In other words, Trombley's book, good though it is, is an advocate's piece, and needs to be read in conjunction with a corrective. Fortunately, there is one.

A more skeptical view of Lyon's account is taken by Karen Lystra in her 2004 book Dangerous Intimacy: The Untold Story of Mark Twain's Final Years. Lystra rebuts Hill's uncritical acceptance of Lyon's last version of events, and deploys the unpublished diaries and a manuscript by Twain's youngest daughter, Jean Clemens, whom she asserts Lyon banished from her father's house in order to maximize her chances of marrying him. Lystra's book is an important corrective to Trombley's championship of Lyon. In championing Jean, Lystra carefully examines the transactions between Twain, Lyon, and Twain's business manager Ralph Ashcroft (who married Lyon in 1909). Lystra is both more detailed and skeptical on these transactions than is Trombley; where Lystra asserts that Twain's notary who notarized his power of attorney in favor of Lyon routinely notarized documents without Twain's presence (an inappropriate, but not uncommon, practice even today, and one which one finds especially extended to "special" clients--the rich and famous, for example).
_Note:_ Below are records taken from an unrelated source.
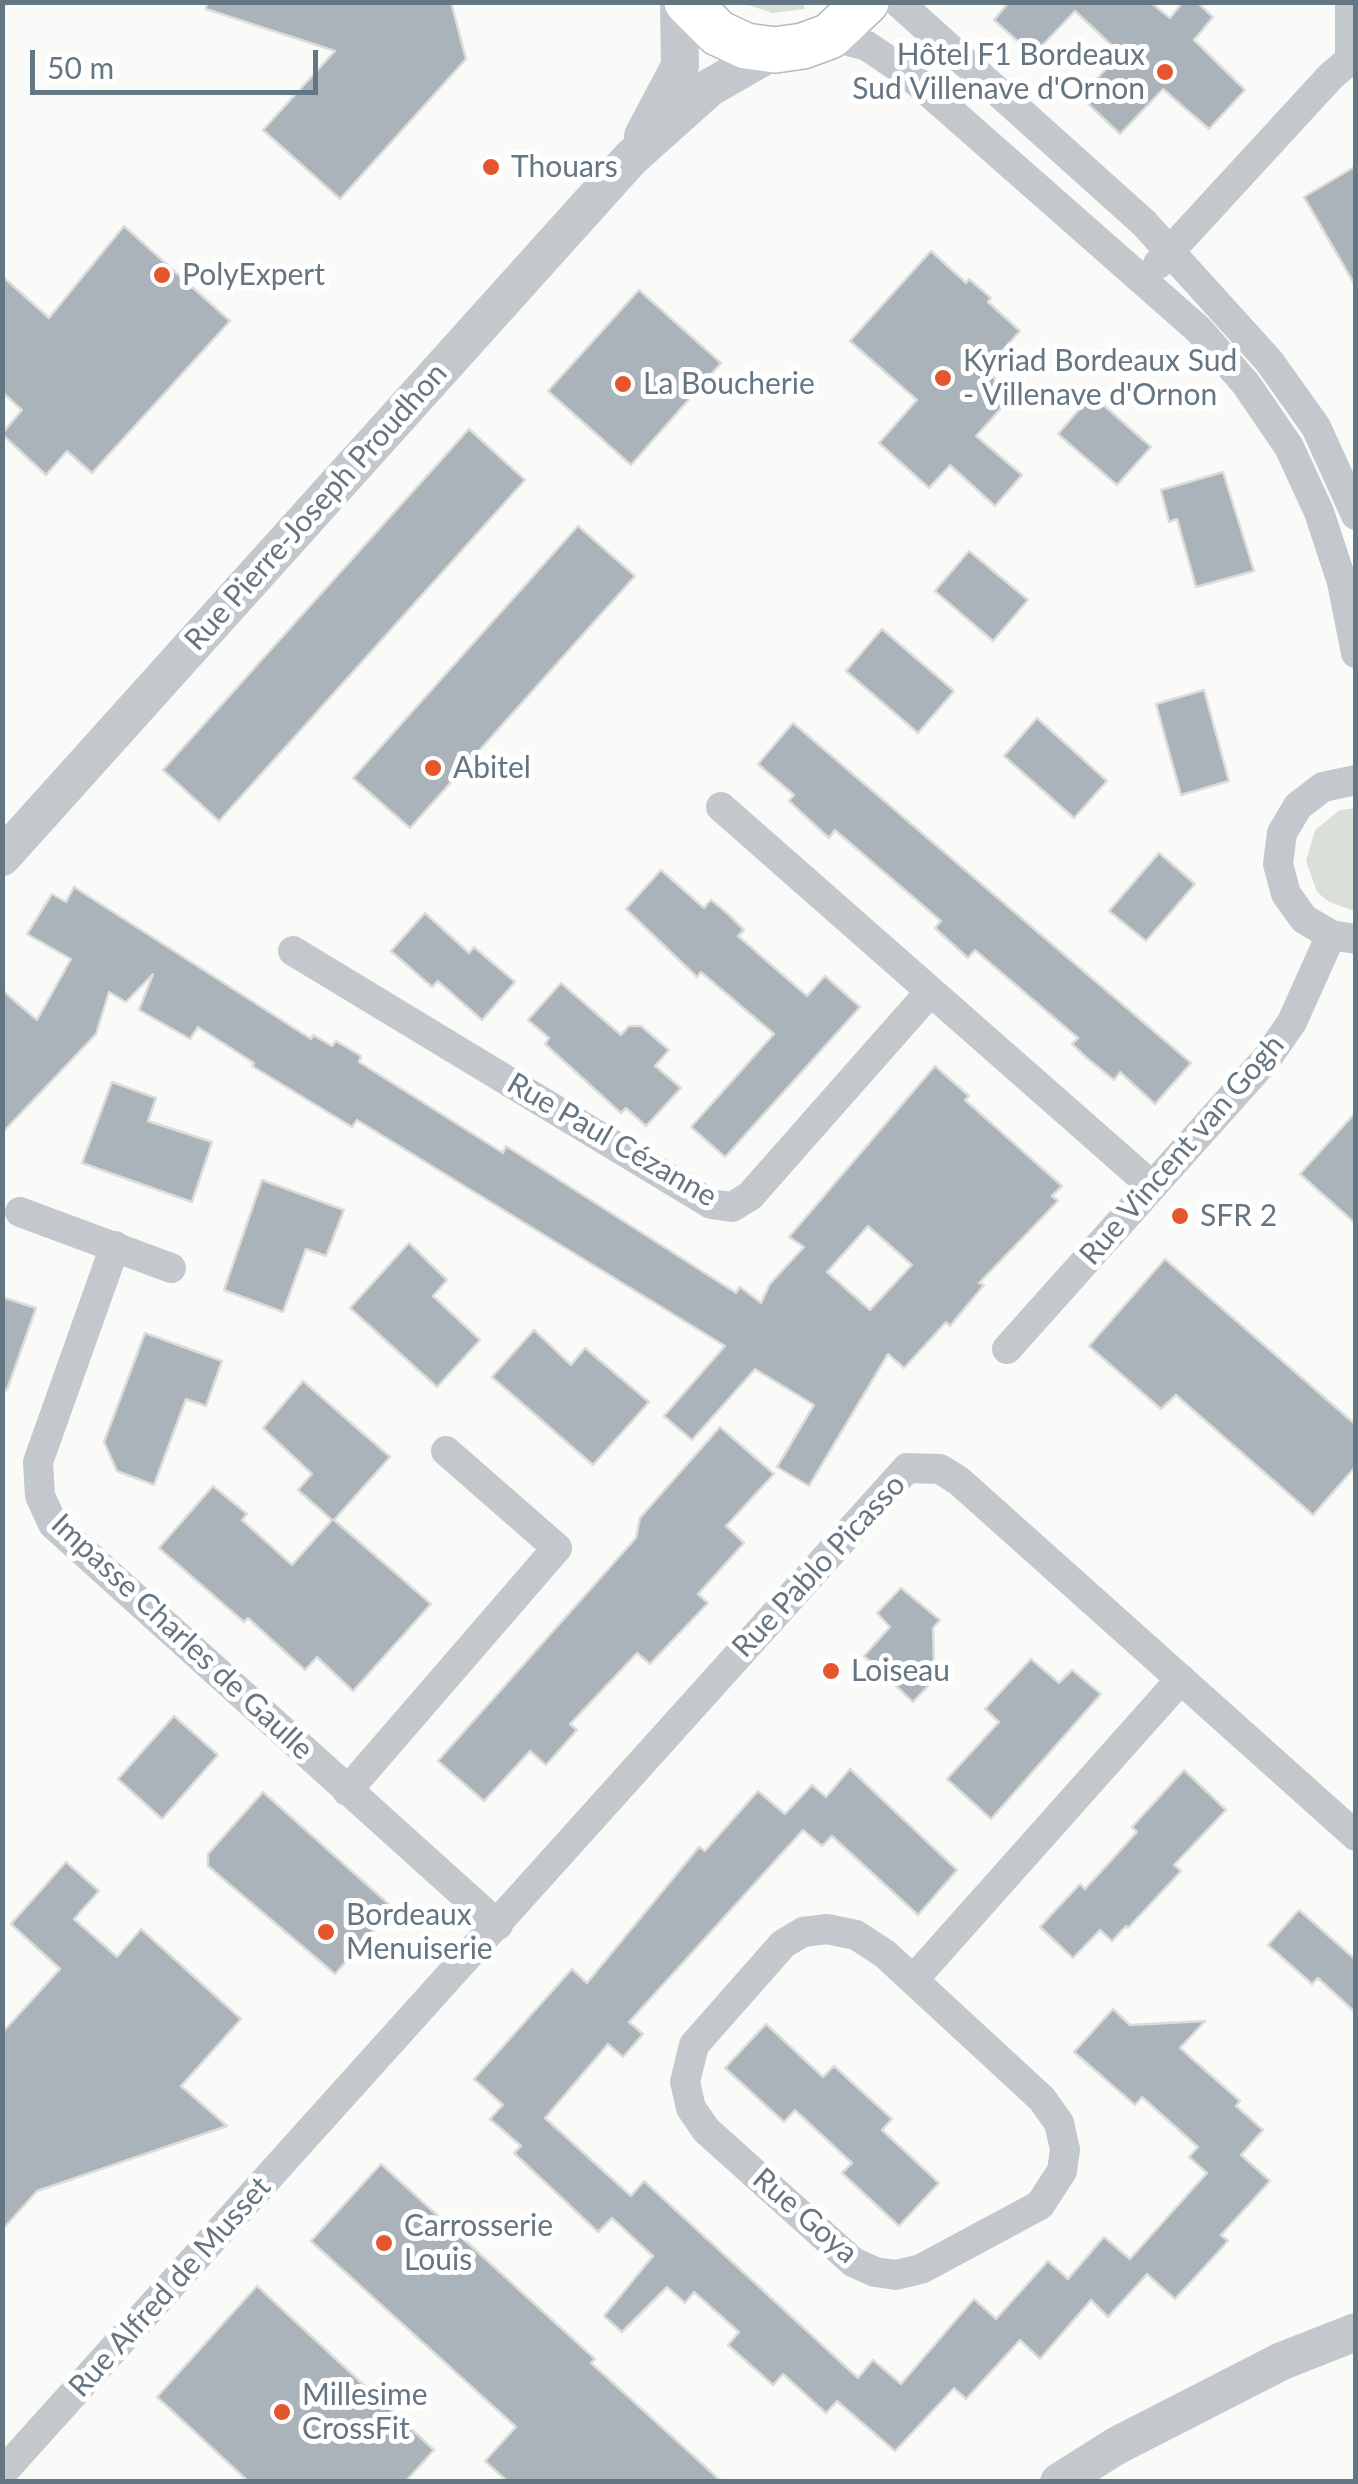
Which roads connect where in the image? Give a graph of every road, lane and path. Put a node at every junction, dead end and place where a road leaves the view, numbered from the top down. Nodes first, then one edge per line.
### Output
1 (679, 2) edge
2 (687, 2) edge
3 (866, 2) edge
4 (898, 2) edge
5 (1350, 2) edge
6 (830, 36) junction
7 (775, 50) junction
8 (1353, 61) edge
9 (631, 158) junction
10 (1169, 252) junction
11 (1140, 282) junction
12 (1356, 516) edge
13 (1344, 546) edge
14 (1356, 653) edge
15 (1355, 772) edge
16 (721, 807) dead end
17 (2, 857) edge
18 (1343, 937) edge
19 (292, 951) dead end
20 (930, 992) junction
21 (1152, 1186) junction
22 (20, 1212) dead end
23 (115, 1246) junction
24 (171, 1268) dead end
25 (1007, 1349) dead end
26 (446, 1451) dead end
27 (1181, 1679) junction
28 (347, 1790) junction
29 (1356, 1836) edge
30 (498, 1925) junction
31 (913, 1980) junction
32 (338, 2101) joint
33 (1356, 2332) edge
34 (2, 2473) edge
35 (1059, 2482) edge

1 - 9 street, Rue Pierre-Joseph Proudhon
2 - 7 main road
3 - 6 main road
4 - 10 street
5 - 8 street
6 - 7 main road
6 - 11 street
7 - 9 street, Rue Pierre-Joseph Proudhon
8 - 10 street
9 - 17 street, Rue Pierre-Joseph Proudhon
10 - 11 street
10 - 12 street
11 - 13 street
13 - 14 street
15 - 18 street
16 - 20 street
18 - 21 street, Rue Vincent van Gogh
19 - 20 street, Rue Paul Cézanne
20 - 21 street
21 - 25 street, Rue Vincent van Gogh
22 - 23 street
23 - 24 street
23 - 28 street, Impasse Charles de Gaulle
26 - 28 street
27 - 29 street, Rue Pablo Picasso
27 - 30 street, Rue Pablo Picasso
27 - 31 street
28 - 30 street, Impasse Charles de Gaulle
30 - 32 street, Rue Pablo Picasso
31 - 31 street, Rue Goya
32 - 34 street, Rue Alfred de Musset
33 - 35 street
Another questionable move on Trombley's part which is her acceptance as if uncontroversial of Lyon's claim that Jean Clemens attacked on two occasions the family's long-time servant and friend Katy Leary. (82, 96-97) Lyon's account is questioned quite acutely by Lystra, who suggests that Lyon misinterpreted Jean's own statement of what happened, and embroidered it based on stereotypes of epileptics which were common in these years. Trombley simply treats Lyon's observations as self-evidently true, and suggests it indicates that Jean suffered from postictal psychosis. (82; see also here). Well, perhaps. If it happened--it is unhelpful that Trombley does not address Lystra's critique of Lyon's account, which is uncorroborated by Jean's papers, or Katy Leary's account of life with the Clemens family--then Trombley's explanation fits the facts. But when only Lyon establishes the facts, we have the problem of the unreliable narrator again, and those altered diaries are especially disturbing.

It doesn't do to overstate the matter; it's not that Lyon cannot be right absent corroboration; however, the fact that she is a somewhat unreliable narrator and the unpleasant denoument of her relationship with Twain suggest that Lystra's critique deserves to be considered. It's Trombley's decision not to do this which is troubling, especially as she is certainly aware of Lystra's critique--she cites Lystra as a source at least twice in her footnotes, and in fact provided a blurb for the book's jacket in 2004. And yet, she never engages with Lystra's rather powerful critique of the Hill-Lyon perspective.

While both Jean and Lyon have modern champions, the one voice which has not been heard in all of this is Mark Twain's. He left behind a 429 page manuscript, commonly known as the Ashcroft-Lyon Manuscript," which has not been published to date. It is only known in snippets, when quoted by Hill, Lystra or Trombley. They have widely varying estimations of it; Hill cites it as evidence of senility, Trombley calls it "bizarre" (p. xiv), while Lystra defends Twain's accuracy and acuity in writing it, as well as depicting it as a great effort to come clean about his own guilt in banishing Jean for years while under the sway of Lyon. Until the manuscript is published, there is no way to know whose characterization is more apt; the great writer, one hundred years after his death is voiceless in this riveting drama.

One thing I'd say about his mental capacities in his last months (assailed by Hill), however is this: Twain's last essay, The Death of Jean, written in the days after her death on Christmas Eve 1909, and a mere five months before his own death, is powerful, moving, and has all the hallmarks of Twain at his finest.